Kubernetes 1.11 includes In-Cluster Service Load Balancing and CoreDNS - rbanffy
https://kubernetes.io/blog/2018/06/27/kubernetes-1.11-release-announcement/
======
ponyous
Is K8S ever suitable for small business? K8S is only supported on expensive
hosts (AWS, GCE, Azure), is it possible to spin it up on hetzner/ovh or
another provider that is cheaper than AWS, possibly even on my own hardware?
How hard it would be to make the simplest reliable prod environment on bare
metal with K8S?

I'm at the moment running 1 (tech) man SaaS with minimum profits, here are my
goals (1,2,3 are essential):

1\. Be cheap - It's a side project, I don't need to sacrifice money for speed
as I enjoy what I'm doing.

2\. Automatic failover (This should cover majority of downtime imho)

3\. Backups

4\. Automatic scalability (CPU over 95% for last 2 minutes or smth like that?
add new containers pls)

5\. Load balancing (using erlang so this can be handled on application level
if nodes can see eachother)

6\. If gitlab autodevops can work out of the box that would be fantastic

Unrelated to above: \- How are K8S backups handled?
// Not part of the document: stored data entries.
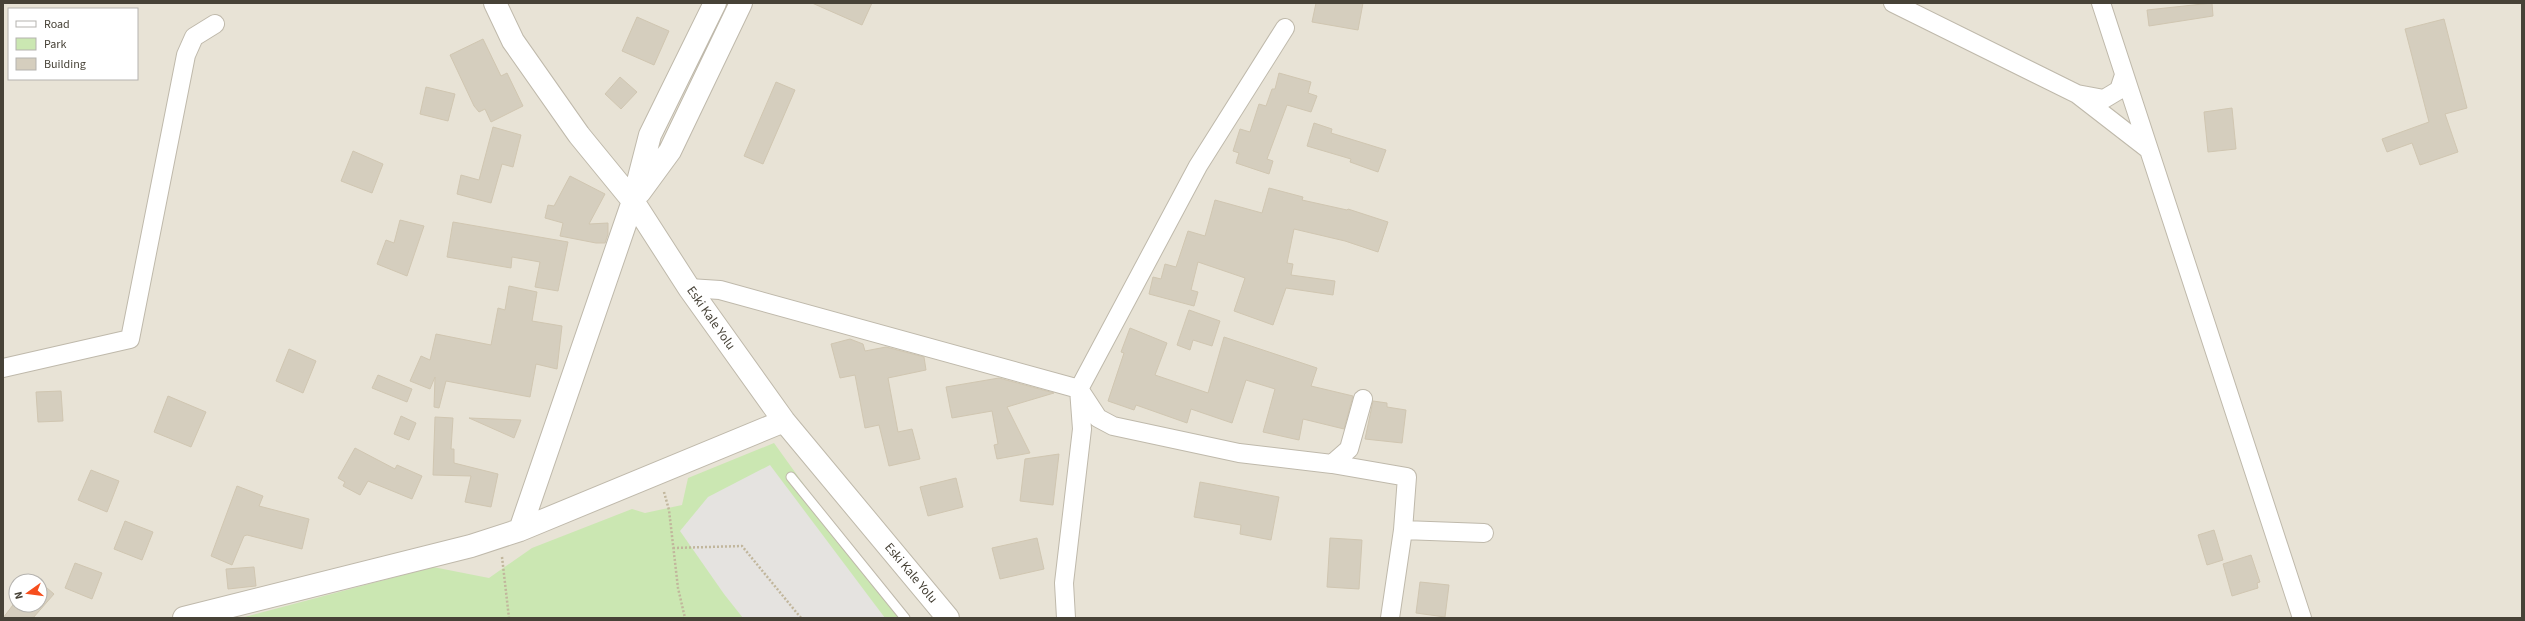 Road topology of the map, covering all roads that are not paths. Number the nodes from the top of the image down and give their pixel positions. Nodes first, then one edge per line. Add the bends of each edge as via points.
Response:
1 (495, 3) edge
2 (715, 3) edge
3 (741, 3) edge
4 (1894, 3) edge
5 (2101, 3) edge
6 (215, 24) dead end
7 (1285, 28) dead end
8 (2124, 75) junction
9 (2077, 94) junction
10 (2148, 149) junction
11 (633, 201) junction
12 (689, 288) junction
13 (3, 368) edge
14 (1079, 389) junction
15 (1363, 399) dead end
16 (784, 421) junction
17 (1332, 464) junction
18 (791, 477) dead end
19 (520, 530) junction
20 (1403, 530) junction
21 (1484, 534) dead end
22 (184, 618) edge
23 (905, 618) edge
24 (948, 618) edge
25 (1066, 618) edge
26 (1390, 618) edge
27 (2302, 618) edge

1 - 11 street, Eski Kale Yolu via 513,41 566,116
2 - 11 street via 650,136
3 - 11 street via 670,151
4 - 9 street
5 - 8 street
6 - 13 street via 194,37 186,55 130,339
7 - 14 street via 1198,166
8 - 9 street via 2119,90 2104,98
8 - 10 street
9 - 10 street
10 - 27 street
11 - 12 street, Eski Kale Yolu
11 - 19 street
12 - 14 street via 720,290
12 - 16 street, Eski Kale Yolu
14 - 17 street via 1098,418 1113,426 1239,452
14 - 25 street via 1082,429 1064,583
15 - 17 street via 1349,449
16 - 19 street
16 - 24 street, Eski Kale Yolu
17 - 20 street via 1407,477
18 - 23 lane
19 - 22 street
20 - 21 street
20 - 26 street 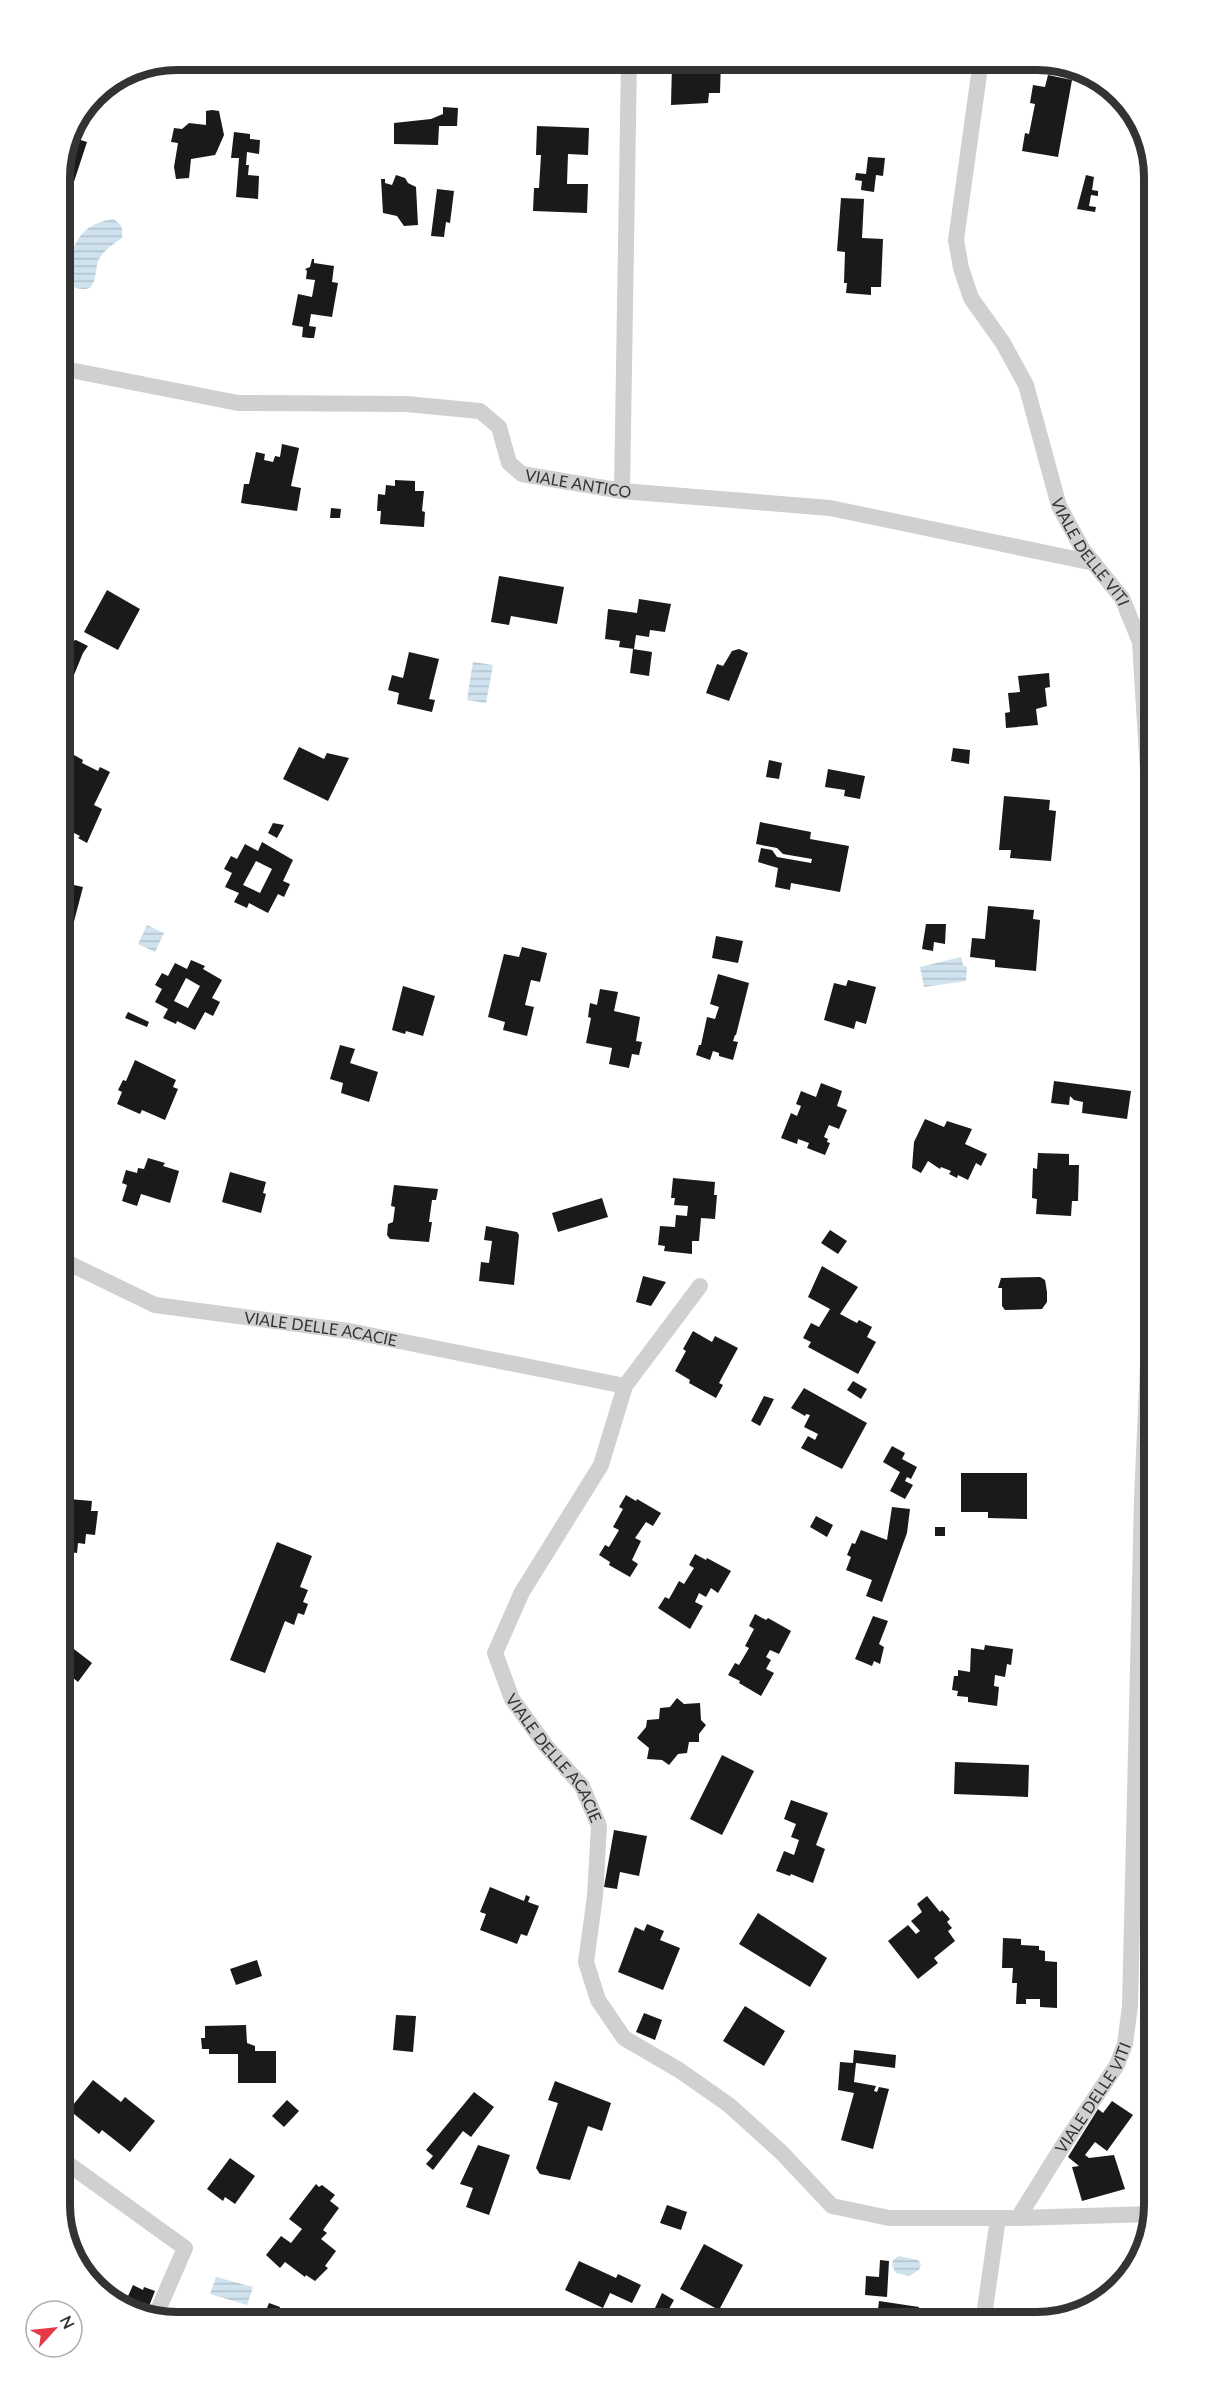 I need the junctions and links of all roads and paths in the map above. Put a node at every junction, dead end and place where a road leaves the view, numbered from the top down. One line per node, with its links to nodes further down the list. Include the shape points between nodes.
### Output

I spoke with a friend (K8S
fanboy) and he said you have several containers spawned of the DB and they are
all interconnected. If one of them fails another one has the data. This seems
stupid to me, what if the whole zone fails and all DB containers are shut off?
\- Same friend asked me: "What restarts your services if they fail?".
"init.d". "And what if the machine fails?" Well I gotta restart it manually.
"You see, you should use K8S orchestrator". "What restarts K8S orchestrator if
it fails?" <Silence> ^ I have a feeling big part of community is like that,
"super cool feature of K8s you should use it" but there is no connection to
the rest of the context.

Ps. conversation was in another language so I'm not sure I used the right
terms eg. "K8S orchestrator"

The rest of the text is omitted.